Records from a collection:
== == ==
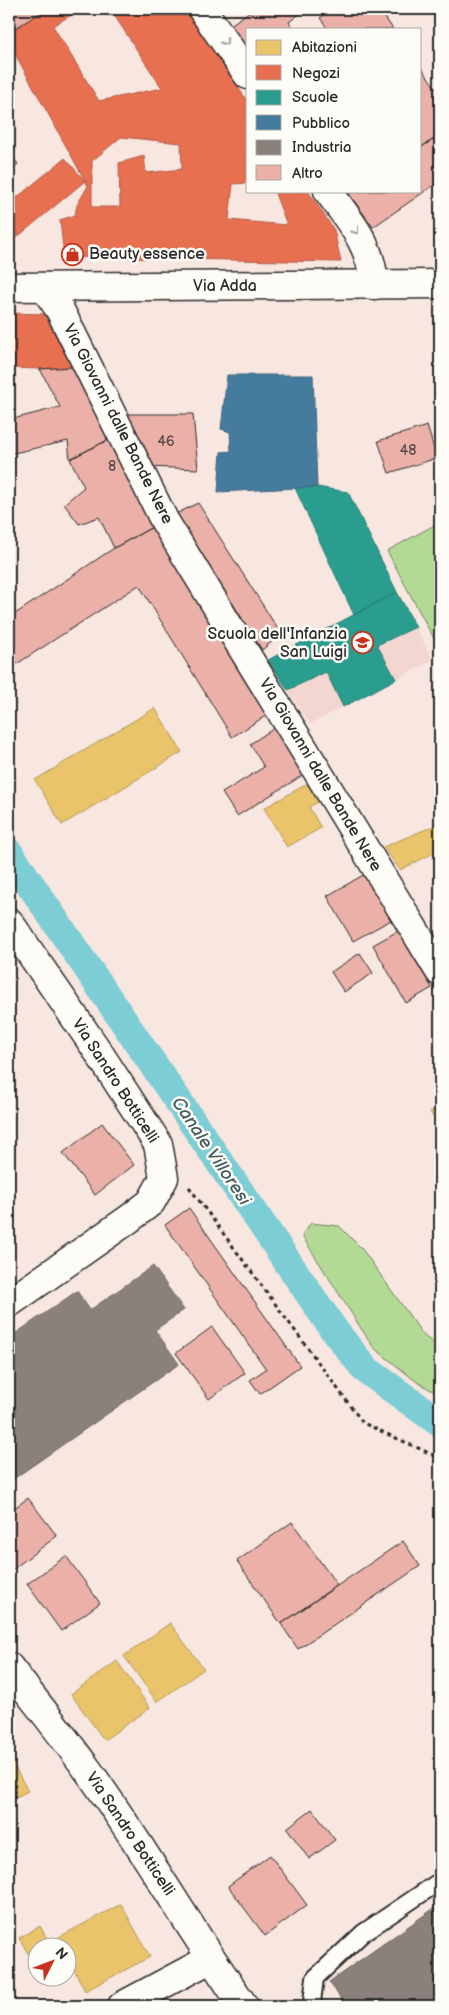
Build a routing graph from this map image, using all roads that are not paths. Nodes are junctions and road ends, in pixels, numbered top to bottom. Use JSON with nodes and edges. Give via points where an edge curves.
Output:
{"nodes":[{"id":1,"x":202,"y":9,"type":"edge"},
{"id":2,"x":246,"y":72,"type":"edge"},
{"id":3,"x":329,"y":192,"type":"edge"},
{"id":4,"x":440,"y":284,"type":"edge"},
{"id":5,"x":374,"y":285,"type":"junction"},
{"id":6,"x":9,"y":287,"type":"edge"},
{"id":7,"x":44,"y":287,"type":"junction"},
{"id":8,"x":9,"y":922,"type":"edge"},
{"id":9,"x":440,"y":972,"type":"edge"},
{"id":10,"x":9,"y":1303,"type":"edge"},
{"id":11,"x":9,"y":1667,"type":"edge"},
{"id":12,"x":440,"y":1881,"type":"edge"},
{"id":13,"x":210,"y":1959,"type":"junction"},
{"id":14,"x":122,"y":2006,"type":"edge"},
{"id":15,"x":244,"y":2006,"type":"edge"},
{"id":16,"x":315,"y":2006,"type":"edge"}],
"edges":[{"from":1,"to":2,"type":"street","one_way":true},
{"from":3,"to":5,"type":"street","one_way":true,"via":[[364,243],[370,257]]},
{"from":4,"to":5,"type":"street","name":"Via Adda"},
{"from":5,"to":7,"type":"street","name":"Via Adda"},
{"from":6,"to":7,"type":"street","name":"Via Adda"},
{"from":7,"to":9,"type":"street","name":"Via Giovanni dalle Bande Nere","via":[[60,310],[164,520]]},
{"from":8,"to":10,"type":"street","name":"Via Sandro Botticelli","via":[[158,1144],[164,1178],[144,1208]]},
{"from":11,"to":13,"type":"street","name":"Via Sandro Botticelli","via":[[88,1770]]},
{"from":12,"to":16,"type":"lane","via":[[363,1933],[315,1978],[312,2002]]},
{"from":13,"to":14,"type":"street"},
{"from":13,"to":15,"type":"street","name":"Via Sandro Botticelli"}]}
== == ==
From the data above, work out how many lines contain the string "Sandro" and reply with only the number.

RESULT OF THIS TASK. 3